For the last ten years I have traveled the world quite a lot from snow countries such as Canada, Finland or Sweden to hot countries such as Brasil, Mexico or India; and because what we are taught is to see through the appearances of things, I noticed that people do not walk the same. In fact we can say that depending on the ten, the way the jin use the chi is different.
Aruki waza is part of our basic training but not so many students try to understand the importance of it. The way you walk can save your life and the waza should adapt to the reality on the tenchi in which you are. To make myself clear I took a picture of my feet to illustrate this article.

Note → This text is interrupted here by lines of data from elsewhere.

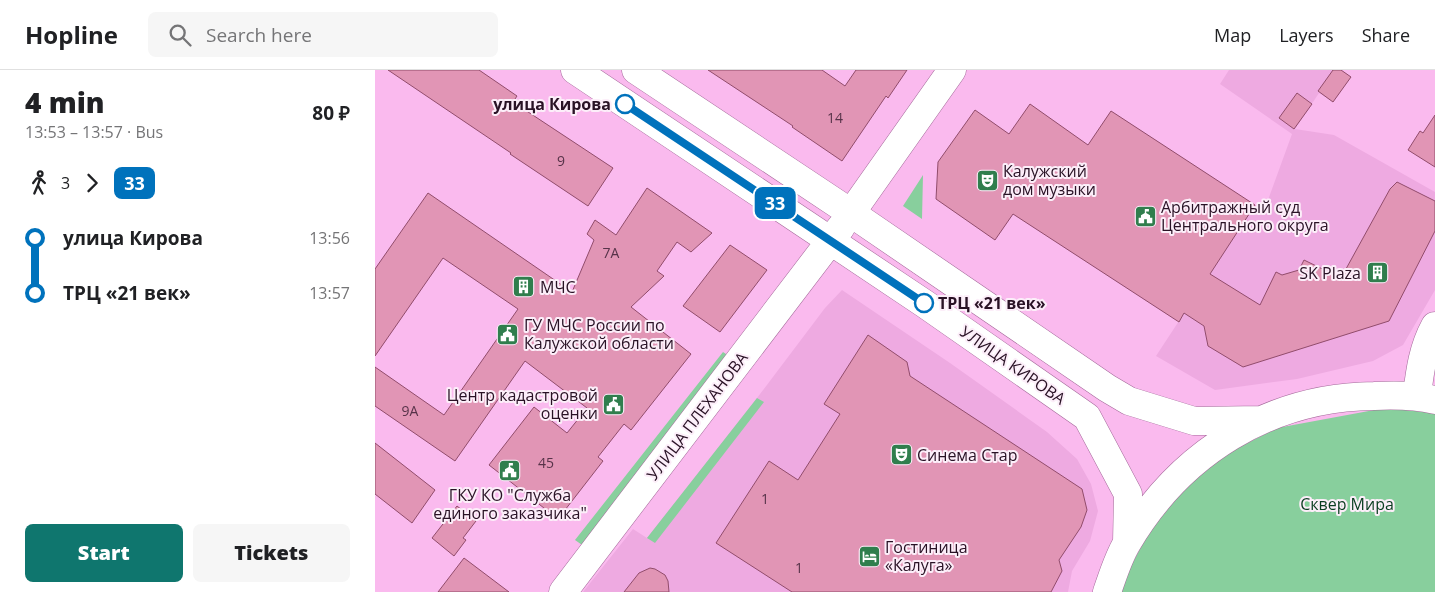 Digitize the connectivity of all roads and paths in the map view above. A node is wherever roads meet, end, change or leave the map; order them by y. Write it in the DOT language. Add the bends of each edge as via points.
graph roads {
  1 [pos="575,70"];
  2 [pos="636,70"];
  3 [pos="952,70"];
  4 [pos="851,213"];
  5 [pos="831,240"];
  6 [pos="1435,326"];
  7 [pos="1426,397"];
  8 [pos="1261,420"];
  9 [pos="1127,543"];
  10 [pos="563,592"];
  11 [pos="1107,592"];
  1 -- 5 [label="main road, УЛИЦА КИРОВА"];
  2 -- 4 [label="main road, УЛИЦА КИРОВА"];
  3 -- 4 [label="main road"];
  4 -- 5 [label="main road, УЛИЦА ПЛЕХАНОВА"];
  4 -- 8 [label="main road, УЛИЦА КИРОВА" via="1129,401 1194,421"];
  5 -- 9 [label="main road, УЛИЦА КИРОВА" via="1087,417 1128,494"];
  5 -- 10 [label="main road, УЛИЦА ПЛЕХАНОВА"];
  6 -- 7 [label="main road" via="1421,361"];
  7 -- 8 [label="main road" via="1345,396 1290,409"];
  8 -- 9 [label="main road" via="1191,464 1150,507"];
  9 -- 11 [label="main road"];
}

Footwork is the basis of the bujinkan taijutsu. We should see the foot as being divided into three parts related to the tenchijin: The heel is chi, the ball of the foot is jin, and the toes are ten.
When you move your feet on the ground this knowledge allow you to pivot from any combination of this 3X2 matrix. You can move tenten (toes/toes), tenchi (toes/heel), tenjin (toes/ball) etc. In fact you have 3² possibilities of walking. Now the interesting thing on top of that is the type of ground you are walking on. One day in Canada I noticed that the Canadians were attacking the ground “flat” with no unrolling of the sole (tenchijin as one). I confirmed this observation recently in Finland. A few weeks ago in the the Indian jungle we went to some kind of procession in a deep valley of the Nilgiri (the blue mountains of Blavatsky) and the tribal people we met were barefoot and were attacking the ground only in a chijin sequence, letting the toes coming long after ground contact. What I got from these two observations can be related to the Japanese and the funny ways they designed the waraji where the toes are out of the sole protection.
To synthesize, in snow countries we attack the ground as one, perpendicularly to avoid falling; and in hot countries we attack the ground from heel to ball to balance the footwork and ground our body.
The picture shows the diagonal heel/ball to learn how to walk correctly. But understand also that your way of walking is giving informations to your opponent. Last month I welcomed a new student in the dôjô and watching his footwork, even though I knew nothing about him, I told him that he had spent his youth in the mountains. You should have seen his face fullof astonishment when he said: “how do you know that?”
After this discovery I decided to change/modify my footwork and I trained walking in the streets, it changed totally the way I am balancing my body.
The bujinkan is not about techniques it is about learning to see.
Kan (勘 – perception) will lead you to become kanpeki (完璧 – perfect).